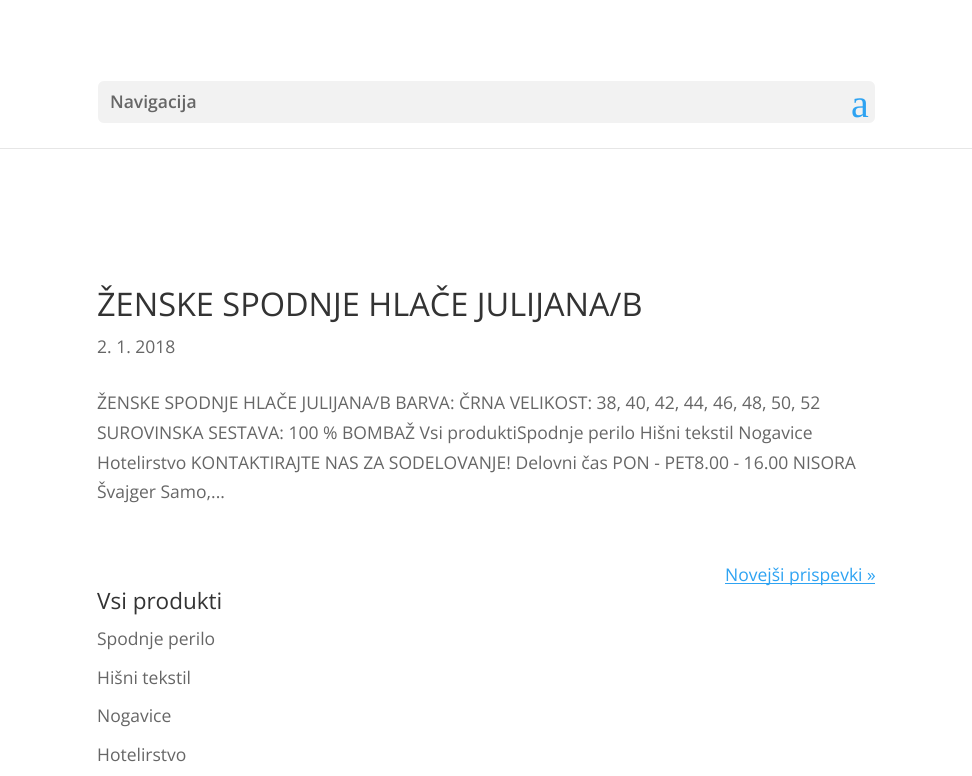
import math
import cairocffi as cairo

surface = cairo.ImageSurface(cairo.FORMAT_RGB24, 972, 776)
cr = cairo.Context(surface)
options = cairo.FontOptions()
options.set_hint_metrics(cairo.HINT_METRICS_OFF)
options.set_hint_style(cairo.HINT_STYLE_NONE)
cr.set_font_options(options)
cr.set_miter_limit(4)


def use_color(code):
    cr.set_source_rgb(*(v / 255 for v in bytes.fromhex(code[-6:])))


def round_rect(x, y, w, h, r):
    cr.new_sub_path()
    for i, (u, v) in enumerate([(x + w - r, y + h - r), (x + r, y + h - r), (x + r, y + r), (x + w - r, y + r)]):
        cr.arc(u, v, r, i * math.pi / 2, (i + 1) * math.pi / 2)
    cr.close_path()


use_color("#ffffff")
cr.paint()
use_color("#e6e6e6")
cr.new_path()
cr.move_to(0, 148)
cr.line_to(0, 149)
cr.line_to(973, 149)
cr.line_to(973, 1)
cr.line_to(972, 1)
cr.line_to(972, 148)
cr.close_path()
cr.fill()
use_color("#f2f2f2")
round_rect(98, 81, 777, 42, 6)
cr.fill()
cr.select_font_face("Open Sans SemiBold")
cr.set_font_size(17.5)
use_color("#666666")
cr.move_to(110, 108)
cr.show_text("Navigacija")
cr.select_font_face("Liberation Serif")
cr.set_font_size(40)
use_color("#2ea3f2")
cr.move_to(851, 117)
cr.show_text("a")
cr.select_font_face("Open Sans")
cr.set_font_size(32.5)
use_color("#333333")
cr.move_to(97, 316)
cr.show_text("ŽENSKE SPODNJE HLAČE JULIJANA/B")
cr.set_font_size(17.5)
use_color("#666666")
cr.move_to(97, 353)
cr.show_text("2. 1. 2018")
cr.move_to(97, 409)
cr.show_text("ŽENSKE SPODNJE HLAČE JULIJANA/B BARVA: ČRNA VELIKOST: 38, 40, 42, 44, 46, 48, 50, 52")
cr.move_to(97, 439)
cr.show_text("SUROVINSKA SESTAVA: 100 % BOMBAŽ Vsi produktiSpodnje perilo Hišni tekstil Nogavice")
cr.move_to(97, 469)
cr.show_text("Hotelirstvo KONTAKTIRAJTE NAS ZA SODELOVANJE! Delovni čas PON - PET8.00 - 16.00 NISORA")
cr.move_to(97, 498)
cr.show_text("Švajger Samo,...")
use_color("#2ea3f2")
cr.rectangle(725, 583, 150, 1)
cr.fill()
cr.move_to(725, 581)
cr.show_text("Novejši prispevki »")
cr.set_font_size(22.5)
use_color("#333333")
cr.move_to(97, 609)
cr.show_text("Vsi produkti")
cr.set_font_size(17.5)
use_color("#666666")
cr.move_to(97, 645)
cr.show_text("Spodnje perilo")
cr.move_to(97, 684)
cr.show_text("Hišni tekstil")
cr.move_to(97, 722)
cr.show_text("Nogavice")
cr.move_to(97, 761)
cr.show_text("Hotelirstvo")
surface.write_to_png("result.png")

──────────────────────────────

#### [Work item]
Go to the line in the material above that contains "options.set_hint_style(cairo.HINT_STYLE_NONE)" and copy exactly from there through the line that contains "cr.new_sub_path()", stopping after it.

#### [Result for this task]
options.set_hint_style(cairo.HINT_STYLE_NONE)
cr.set_font_options(options)
cr.set_miter_limit(4)


def use_color(code):
    cr.set_source_rgb(*(v / 255 for v in bytes.fromhex(code[-6:])))


def round_rect(x, y, w, h, r):
    cr.new_sub_path()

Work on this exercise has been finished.